Mais il faudrait que je vous parle aussi des autres, Carmilla, Sabella, Clarimonde, Claudia, Shambleau... Toutes ces féminités vampiriques si complexes et envoutantes...
Quant au film de Tony Scott, je t'avouerai que la présence de David Bowie sous la douche m'a personnellement plus marquée. Mais si je suis honnête, je dois avouer que le rôle que tient Deneuve lui va comme un gant : cette beauté froide un peu snob. Je n'aurais pu rêvé mieux pour jouer le rôle de Myriam.
Pour conclure, je suis très heureuse de t'avoir donné envie de lire ce magnifique livre.
jeudi 5 mai 2005 à 17h28
Magnifique fiche! Rien à ajouter, juste à féliciter Laurence pour son écriture si limpide!
jeudi 5 mai 2005 à 23h12
>Merci Shakti pour ce joli compliment qui me va droit au coeur. As-tu lu la suite de ce roman?
mardi 10 mai 2005 à 02h35
Je ne connais que le film, mais quel film,lire la suite, dans un roman,j'aurrais l'impression de lire un deuxiéme épisode,comme dans les films américains.
dimanche 13 juillet 2008 à 23h56
Je viens de finir de lire ce roman et je dois avouer qu'il est extrêmement intéressant. La sensualité est omniprésente dans ce roman, et le lecteur la ressent aussi bien que les personnages. Myriam, dans sa quête d'un compagnon, en devient émouvante et on se prend d'amitié pour elle. Merci de m'avoir conseillé ce roman, Laurence, j'ai beaucoup aimé! Je vais me plonger dans la suite immédiatement!

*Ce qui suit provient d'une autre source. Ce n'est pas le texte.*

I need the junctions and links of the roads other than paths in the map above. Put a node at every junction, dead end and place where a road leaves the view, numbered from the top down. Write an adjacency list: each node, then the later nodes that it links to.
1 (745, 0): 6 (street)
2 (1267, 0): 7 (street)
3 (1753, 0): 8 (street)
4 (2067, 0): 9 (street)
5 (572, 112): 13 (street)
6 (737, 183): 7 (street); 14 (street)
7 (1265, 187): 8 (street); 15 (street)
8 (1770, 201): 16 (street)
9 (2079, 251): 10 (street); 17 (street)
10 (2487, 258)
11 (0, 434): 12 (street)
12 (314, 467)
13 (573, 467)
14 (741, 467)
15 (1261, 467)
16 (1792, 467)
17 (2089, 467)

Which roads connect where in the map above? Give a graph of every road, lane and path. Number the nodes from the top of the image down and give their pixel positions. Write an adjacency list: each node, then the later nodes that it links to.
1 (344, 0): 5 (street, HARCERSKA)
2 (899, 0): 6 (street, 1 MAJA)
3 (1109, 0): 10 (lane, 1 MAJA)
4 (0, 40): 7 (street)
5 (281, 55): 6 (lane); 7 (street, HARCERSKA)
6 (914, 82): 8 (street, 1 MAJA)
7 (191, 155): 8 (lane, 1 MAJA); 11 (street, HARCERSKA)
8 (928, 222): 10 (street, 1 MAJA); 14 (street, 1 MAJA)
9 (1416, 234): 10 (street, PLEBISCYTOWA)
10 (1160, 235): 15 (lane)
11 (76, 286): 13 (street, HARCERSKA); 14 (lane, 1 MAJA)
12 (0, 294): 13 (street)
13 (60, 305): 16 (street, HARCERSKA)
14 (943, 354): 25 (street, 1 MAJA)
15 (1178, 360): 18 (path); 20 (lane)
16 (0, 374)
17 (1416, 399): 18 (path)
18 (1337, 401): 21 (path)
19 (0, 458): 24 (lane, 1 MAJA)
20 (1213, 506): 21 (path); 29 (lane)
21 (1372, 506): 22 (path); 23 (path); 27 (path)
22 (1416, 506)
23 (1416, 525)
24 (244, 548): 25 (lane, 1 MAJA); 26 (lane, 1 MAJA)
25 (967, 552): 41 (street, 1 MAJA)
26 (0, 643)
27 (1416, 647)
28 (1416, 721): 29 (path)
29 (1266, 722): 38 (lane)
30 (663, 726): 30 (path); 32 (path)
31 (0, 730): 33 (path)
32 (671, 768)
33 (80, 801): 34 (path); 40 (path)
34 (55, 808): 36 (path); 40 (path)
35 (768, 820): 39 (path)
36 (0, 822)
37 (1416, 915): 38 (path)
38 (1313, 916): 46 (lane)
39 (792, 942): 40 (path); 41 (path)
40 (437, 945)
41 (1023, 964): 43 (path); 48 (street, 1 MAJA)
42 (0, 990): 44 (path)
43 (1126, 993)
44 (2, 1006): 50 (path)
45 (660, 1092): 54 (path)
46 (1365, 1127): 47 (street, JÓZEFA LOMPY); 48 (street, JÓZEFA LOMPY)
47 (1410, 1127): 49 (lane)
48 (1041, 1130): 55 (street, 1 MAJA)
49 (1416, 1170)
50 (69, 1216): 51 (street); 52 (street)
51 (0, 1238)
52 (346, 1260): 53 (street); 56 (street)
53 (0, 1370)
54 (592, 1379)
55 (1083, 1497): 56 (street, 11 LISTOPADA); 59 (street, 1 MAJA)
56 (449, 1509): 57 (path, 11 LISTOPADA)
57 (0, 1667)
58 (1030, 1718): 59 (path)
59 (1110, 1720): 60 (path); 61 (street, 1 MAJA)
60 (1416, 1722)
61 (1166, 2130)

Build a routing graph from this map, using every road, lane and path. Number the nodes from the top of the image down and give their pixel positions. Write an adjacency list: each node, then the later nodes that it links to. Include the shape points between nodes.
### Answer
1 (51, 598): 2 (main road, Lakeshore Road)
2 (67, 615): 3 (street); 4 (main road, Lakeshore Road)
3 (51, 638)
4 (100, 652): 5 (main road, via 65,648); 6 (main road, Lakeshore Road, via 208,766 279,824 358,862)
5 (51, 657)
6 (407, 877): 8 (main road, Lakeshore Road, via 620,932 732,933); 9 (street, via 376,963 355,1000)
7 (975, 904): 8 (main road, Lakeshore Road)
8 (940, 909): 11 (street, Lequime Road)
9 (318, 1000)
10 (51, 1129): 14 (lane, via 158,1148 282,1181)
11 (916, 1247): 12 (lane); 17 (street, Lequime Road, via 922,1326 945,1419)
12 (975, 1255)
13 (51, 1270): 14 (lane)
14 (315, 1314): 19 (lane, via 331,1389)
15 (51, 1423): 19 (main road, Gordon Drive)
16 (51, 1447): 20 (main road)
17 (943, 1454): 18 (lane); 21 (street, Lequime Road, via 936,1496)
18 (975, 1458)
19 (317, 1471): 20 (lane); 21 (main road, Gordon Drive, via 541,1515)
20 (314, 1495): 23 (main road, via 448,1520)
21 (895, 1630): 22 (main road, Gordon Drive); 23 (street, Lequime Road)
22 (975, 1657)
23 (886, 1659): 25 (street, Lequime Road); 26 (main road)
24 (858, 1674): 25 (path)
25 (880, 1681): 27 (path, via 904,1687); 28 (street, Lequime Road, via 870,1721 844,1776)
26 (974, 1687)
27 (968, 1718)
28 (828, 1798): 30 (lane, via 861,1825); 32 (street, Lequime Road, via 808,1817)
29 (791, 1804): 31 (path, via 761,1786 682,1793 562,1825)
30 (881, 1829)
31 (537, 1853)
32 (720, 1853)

lundi 21 juillet 2008 à 16h17
Pimpi : tu ne peux pas imaginer comme je suis heureuse que ce roman t'ait plu !! Pour moi, il fait parti des textes essentiels de la littérature vampirique. Il est d'une richesse extraordinaire et bien que l'ayant lu plusieurs fois, j'y trouve toujours matière à réflexion.